Stored data entries
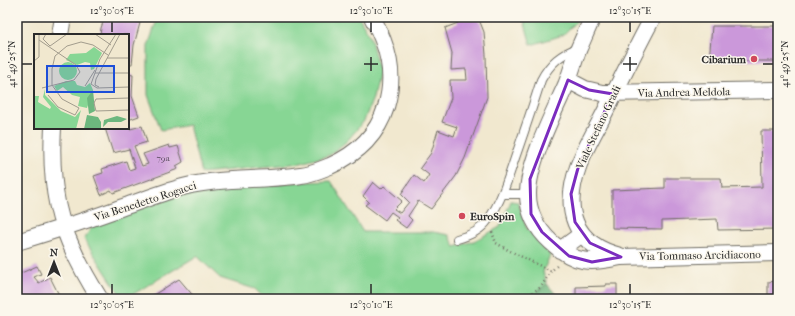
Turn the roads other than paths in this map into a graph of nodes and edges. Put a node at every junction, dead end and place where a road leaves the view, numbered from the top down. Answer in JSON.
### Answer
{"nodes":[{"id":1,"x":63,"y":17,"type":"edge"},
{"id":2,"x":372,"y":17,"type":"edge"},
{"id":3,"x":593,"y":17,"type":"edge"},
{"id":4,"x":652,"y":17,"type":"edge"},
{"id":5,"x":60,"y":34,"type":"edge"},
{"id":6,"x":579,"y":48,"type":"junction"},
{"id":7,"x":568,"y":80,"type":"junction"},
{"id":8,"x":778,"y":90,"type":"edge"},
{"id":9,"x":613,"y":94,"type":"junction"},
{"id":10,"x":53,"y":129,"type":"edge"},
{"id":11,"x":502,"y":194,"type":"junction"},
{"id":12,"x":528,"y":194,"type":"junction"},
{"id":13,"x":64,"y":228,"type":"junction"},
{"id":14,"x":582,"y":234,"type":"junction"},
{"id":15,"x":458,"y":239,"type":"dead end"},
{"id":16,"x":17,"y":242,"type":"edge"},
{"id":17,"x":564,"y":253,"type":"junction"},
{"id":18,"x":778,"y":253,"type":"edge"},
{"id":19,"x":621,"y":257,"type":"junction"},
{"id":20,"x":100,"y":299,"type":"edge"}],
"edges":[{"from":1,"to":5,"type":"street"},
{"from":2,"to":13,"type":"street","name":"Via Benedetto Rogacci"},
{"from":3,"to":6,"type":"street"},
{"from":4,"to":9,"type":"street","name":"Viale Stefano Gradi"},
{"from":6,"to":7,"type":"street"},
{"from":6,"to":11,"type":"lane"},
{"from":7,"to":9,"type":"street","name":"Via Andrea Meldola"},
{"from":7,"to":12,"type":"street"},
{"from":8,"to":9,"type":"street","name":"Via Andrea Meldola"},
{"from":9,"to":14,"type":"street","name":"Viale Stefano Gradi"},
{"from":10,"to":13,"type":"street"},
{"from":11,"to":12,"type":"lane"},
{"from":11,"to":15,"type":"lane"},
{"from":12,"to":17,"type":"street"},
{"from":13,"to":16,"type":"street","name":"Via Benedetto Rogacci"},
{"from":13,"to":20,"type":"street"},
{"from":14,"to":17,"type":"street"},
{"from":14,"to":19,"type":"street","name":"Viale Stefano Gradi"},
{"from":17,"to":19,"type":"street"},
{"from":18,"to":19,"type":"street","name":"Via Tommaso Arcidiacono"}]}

--

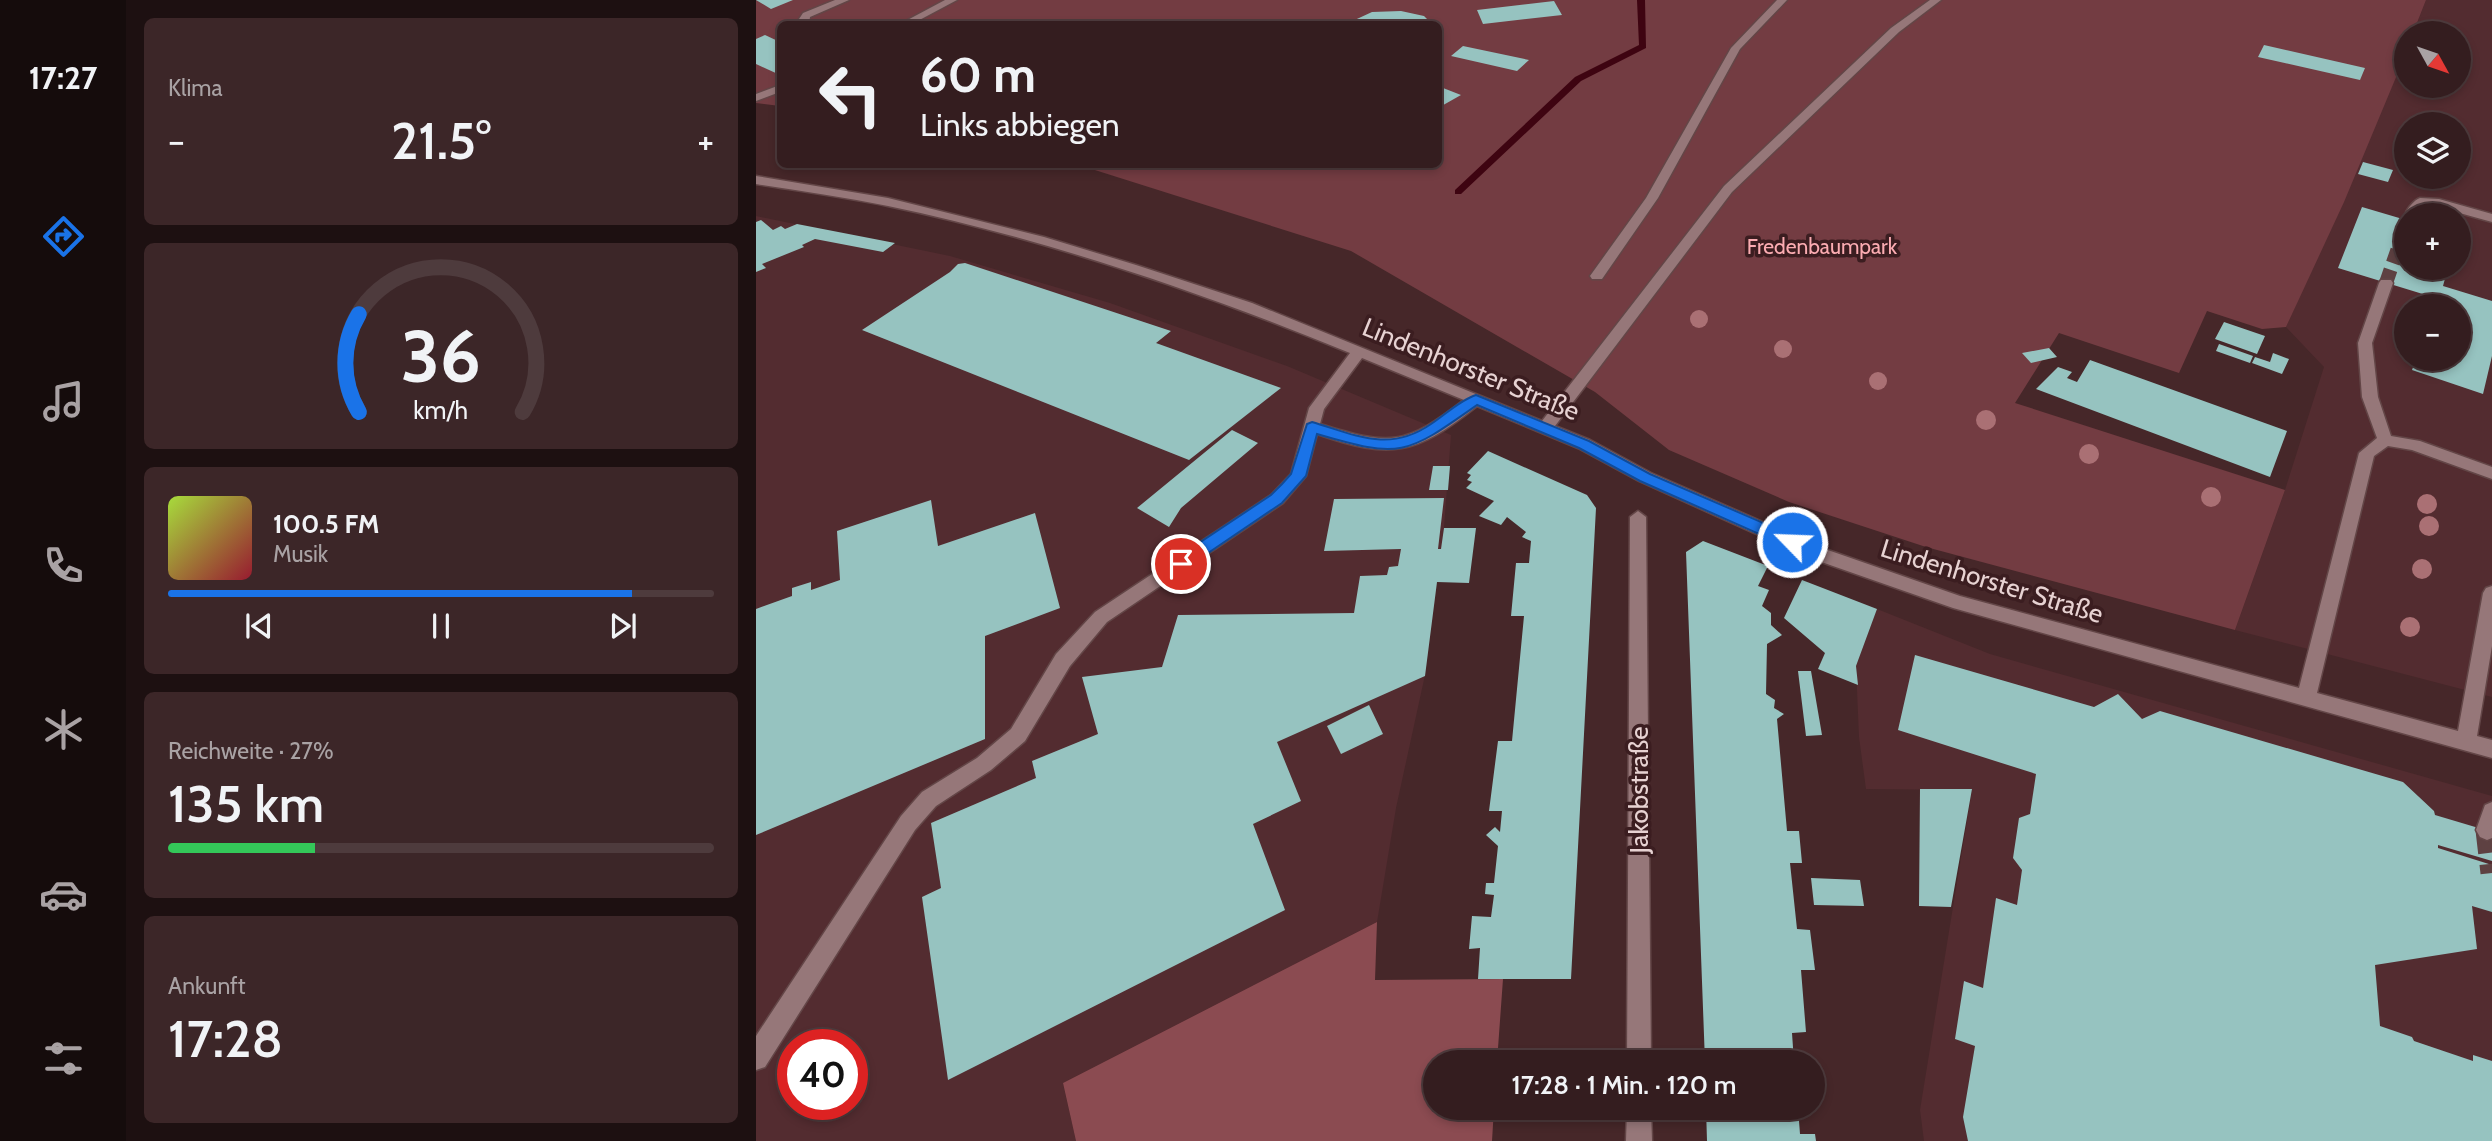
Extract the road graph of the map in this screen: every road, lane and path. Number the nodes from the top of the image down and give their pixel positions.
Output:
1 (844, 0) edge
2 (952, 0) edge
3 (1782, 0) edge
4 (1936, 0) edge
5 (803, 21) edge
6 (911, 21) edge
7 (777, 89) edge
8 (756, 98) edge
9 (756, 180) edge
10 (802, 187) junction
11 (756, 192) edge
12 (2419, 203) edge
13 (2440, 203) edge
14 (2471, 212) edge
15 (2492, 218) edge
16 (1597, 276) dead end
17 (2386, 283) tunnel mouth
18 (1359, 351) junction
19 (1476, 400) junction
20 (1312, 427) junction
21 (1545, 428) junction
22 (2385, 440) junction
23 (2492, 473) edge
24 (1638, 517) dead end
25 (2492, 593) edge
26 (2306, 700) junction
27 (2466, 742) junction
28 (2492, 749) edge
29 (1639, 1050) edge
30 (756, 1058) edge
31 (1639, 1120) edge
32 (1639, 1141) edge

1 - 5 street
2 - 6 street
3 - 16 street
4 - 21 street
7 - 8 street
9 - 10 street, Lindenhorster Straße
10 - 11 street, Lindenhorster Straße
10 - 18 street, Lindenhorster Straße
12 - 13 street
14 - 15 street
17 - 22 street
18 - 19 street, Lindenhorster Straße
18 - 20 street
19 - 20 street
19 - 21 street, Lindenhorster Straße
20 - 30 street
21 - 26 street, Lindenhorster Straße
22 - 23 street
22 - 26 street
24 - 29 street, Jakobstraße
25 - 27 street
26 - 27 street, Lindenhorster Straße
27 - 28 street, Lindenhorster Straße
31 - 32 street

What you should do: Copy each line above where "this" appears.

Task result:
Turn the roads other than paths in this map into a graph of nodes and edges. Put a node at every junction, dead end and place where a road leaves the view, numbered from the top down. Answer in JSON.
Extract the road graph of the map in this screen: every road, lane and path. Number the nodes from the top of the image down and give their pixel positions.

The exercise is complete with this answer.